We’ve heard about the Samaritan woman
who struggled to understand the difference between the literal water in the well
where she met Jesus
and the living water he told her he could give her that would change her life.
This morning we heard about the House Intelligence Committee …
I mean the Council of the Pharisees and Sadducees …
who struggled to understand how a man who was born blind could now see …
and who were intransigently unwilling
to receive any actual facts that ran counter
to the alternative fact they had already made their mind up about:
rejecting the idea that anything good could come from anything
that had anything to do with the Radical Rabbi from Nazareth.
Finally, this evening we hear Jesus warn the disciples:
“Keep your eyes open. Be on guard against the yeast
of the Pharisees and the yeast of Herod”
and we listen to them respond
“OMG … he’s saying that because we forgot the bread for the field trip.”
The very disciples who have been traveling with Jesus,
listening to his teachings,
witnessing the miracles he is working in the lives of those they encounter
are still so clueless that our Scriptures tell us Jesus reprimanded them saying
“Are your minds closed?
Have you ‘eyes that do not see and ears that do not hear’?
You saw me feed 5000 people and still you don’t understand?”
I don’t know about you, but I know that for me
that being reminded through these stories
that we come from a long line of spiritual ancestors
who didn’t always get what was going on right in front of them is comforting —
especially when I am struggling to figure it out for myself.
While there is a lot going on in all these stories
the one thing they have in common
is how commonly the Good News
of God’s transformative and abundant love is right in front of us
and we can’t see it.
Blinded by fears, prejudices, past experiences or internalized toxic narratives
it is far too easy to let someone else tell the story —
our story and God’s story —
and in the process lose the power to be agents of change.
To change the narrative.
To be instruments of God’s love, justice and compassion
n a news cycle dominated by fear, injustice and oppression.
And one of the things I’ve learned this Lent —
from Hamilton and from Jesus —
is that when we claim the power to tell our story — however we tell it —
we have the power to change not just our own lives but the lives of others.
And that brings me to Bach.
It is difficult to imagine a more tranquil, contemplative, hopeful and joyful testament of faith
than Bach’s Gottes Zeit.
As James Walker notes for us, Bach’s life was marked by tremendous loss.
Both his mother and father died before he was ten;
his first wife died at the age of 35 and he lost his brother the same year.
While blessed with many children who lived into adulthood,
he and his two wives lost ten children as newborns or young children.
In the midst of such loss, Bach’s fervent belief
in a just, wise and loving God remained steadfast.
The text of the cantata is illuminated
by the brilliant expressiveness and passion of Bach’s music.
Acknowledging our mortality and calling us to live life fully,
Bach leads us to the comfort, peace and joy of God’s gentle and loving hands —
trusting in the divine power that gives us victory over death.
Who lives, who dies, who tells your story?
The refrain from Hamilton illumines the story of Bach
who told his story through music that has inspired generations …

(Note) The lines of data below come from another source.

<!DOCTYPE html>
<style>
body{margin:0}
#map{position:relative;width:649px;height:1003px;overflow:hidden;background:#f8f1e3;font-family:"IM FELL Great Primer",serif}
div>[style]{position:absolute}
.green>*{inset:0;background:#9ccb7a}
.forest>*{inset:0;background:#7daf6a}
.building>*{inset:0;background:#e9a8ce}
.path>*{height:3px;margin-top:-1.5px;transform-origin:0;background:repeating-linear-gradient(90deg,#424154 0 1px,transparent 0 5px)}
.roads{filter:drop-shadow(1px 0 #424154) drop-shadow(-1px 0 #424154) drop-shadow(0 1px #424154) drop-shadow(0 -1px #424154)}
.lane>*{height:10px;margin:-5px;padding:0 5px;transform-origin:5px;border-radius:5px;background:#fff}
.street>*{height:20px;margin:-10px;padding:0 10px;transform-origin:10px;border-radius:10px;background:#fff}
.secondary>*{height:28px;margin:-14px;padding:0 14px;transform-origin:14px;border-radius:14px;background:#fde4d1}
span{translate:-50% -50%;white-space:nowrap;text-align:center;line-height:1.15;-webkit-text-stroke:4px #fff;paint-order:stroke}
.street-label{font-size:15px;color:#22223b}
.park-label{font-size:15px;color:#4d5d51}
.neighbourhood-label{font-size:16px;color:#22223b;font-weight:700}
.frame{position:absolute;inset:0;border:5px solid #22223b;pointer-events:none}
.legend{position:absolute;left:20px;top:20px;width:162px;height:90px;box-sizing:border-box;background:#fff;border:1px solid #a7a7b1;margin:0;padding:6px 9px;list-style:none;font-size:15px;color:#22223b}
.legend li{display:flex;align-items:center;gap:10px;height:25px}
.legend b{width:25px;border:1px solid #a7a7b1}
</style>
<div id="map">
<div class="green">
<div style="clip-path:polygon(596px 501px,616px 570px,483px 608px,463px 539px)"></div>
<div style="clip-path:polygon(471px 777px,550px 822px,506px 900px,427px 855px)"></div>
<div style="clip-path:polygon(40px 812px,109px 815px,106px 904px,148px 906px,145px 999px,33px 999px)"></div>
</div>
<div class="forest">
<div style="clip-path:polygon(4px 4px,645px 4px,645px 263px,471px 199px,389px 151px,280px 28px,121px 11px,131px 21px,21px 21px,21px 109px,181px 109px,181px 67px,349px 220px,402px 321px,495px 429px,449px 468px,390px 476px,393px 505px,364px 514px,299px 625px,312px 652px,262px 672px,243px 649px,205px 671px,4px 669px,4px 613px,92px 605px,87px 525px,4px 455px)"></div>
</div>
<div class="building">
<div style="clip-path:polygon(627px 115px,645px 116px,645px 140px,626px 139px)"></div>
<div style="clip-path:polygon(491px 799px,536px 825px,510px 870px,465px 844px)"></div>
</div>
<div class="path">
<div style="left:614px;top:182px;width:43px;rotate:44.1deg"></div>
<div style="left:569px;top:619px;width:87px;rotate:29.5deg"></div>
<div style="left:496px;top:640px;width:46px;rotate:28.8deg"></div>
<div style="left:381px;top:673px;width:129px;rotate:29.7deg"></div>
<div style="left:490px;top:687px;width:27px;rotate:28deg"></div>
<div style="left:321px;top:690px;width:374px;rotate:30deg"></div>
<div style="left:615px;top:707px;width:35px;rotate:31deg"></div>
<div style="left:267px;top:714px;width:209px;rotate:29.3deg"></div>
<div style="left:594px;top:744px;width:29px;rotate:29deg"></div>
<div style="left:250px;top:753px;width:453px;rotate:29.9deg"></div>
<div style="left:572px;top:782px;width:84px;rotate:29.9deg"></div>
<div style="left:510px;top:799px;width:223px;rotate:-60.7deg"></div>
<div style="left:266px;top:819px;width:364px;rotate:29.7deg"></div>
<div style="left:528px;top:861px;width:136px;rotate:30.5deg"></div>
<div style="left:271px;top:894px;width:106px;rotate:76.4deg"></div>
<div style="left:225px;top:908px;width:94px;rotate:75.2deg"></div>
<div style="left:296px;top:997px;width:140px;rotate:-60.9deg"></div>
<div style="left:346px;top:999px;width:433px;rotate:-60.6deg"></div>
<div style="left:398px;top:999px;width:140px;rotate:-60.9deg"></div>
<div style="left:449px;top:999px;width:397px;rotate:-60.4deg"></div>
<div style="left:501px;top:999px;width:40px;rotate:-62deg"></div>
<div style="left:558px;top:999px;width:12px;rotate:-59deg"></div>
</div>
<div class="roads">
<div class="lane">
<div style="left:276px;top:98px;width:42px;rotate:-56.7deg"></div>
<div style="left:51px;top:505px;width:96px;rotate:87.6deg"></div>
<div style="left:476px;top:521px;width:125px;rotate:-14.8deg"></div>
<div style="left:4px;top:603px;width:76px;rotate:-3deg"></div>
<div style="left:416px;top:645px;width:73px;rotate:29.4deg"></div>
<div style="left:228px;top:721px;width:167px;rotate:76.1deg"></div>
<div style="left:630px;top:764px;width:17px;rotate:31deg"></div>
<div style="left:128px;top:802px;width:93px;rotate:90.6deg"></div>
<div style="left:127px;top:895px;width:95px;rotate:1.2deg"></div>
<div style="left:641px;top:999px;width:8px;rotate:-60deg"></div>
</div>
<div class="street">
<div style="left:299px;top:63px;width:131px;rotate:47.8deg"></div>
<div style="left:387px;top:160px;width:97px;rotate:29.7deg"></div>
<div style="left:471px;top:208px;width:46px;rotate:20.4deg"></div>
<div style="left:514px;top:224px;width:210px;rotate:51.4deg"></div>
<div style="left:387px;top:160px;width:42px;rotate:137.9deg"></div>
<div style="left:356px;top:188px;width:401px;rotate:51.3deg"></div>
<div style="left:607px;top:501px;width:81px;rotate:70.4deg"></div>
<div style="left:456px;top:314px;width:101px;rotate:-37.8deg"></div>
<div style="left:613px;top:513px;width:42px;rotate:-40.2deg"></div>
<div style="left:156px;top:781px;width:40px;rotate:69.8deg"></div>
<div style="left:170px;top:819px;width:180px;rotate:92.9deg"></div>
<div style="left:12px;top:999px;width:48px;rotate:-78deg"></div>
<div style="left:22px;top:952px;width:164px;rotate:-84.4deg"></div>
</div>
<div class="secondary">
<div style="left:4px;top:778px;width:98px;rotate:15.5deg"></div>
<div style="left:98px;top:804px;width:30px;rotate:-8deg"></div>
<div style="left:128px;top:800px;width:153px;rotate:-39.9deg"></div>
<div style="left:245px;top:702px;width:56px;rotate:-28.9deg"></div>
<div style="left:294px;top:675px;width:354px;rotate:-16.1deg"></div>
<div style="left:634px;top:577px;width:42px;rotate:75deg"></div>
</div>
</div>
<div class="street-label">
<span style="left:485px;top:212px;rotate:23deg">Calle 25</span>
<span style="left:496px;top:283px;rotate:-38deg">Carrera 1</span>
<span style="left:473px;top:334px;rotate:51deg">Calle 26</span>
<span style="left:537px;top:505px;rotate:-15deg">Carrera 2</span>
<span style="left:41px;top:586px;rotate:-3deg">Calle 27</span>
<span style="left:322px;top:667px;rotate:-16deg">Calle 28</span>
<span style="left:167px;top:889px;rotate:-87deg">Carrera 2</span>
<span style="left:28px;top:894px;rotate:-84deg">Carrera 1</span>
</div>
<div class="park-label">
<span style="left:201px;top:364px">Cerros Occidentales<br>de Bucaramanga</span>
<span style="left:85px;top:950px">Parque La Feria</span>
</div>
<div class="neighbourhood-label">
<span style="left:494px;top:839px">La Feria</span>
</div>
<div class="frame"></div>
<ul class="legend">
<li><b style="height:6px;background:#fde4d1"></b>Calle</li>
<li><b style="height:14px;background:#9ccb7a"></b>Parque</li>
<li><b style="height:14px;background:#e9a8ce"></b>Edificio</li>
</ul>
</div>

a story of life and death and — ultimately — trust in the love of God
greater than any challenge we face or tragedy we encounter.
The Lenten journey is half-way over.
As we continue forward to Easter and beyond,
may we refuse to be blinded
by fears, prejudices, past experiences or internalized toxic narratives.
May we claim the power to tell the story — our story and God’s story —
and in the process claim the power to be agents of change.
To change the narrative.
To be instruments of God’s love, justice and compassion
in the face of a news cycle dominated by fear, injustice and oppression —
trusting always in the divine power that gives us victory even over death. Amen.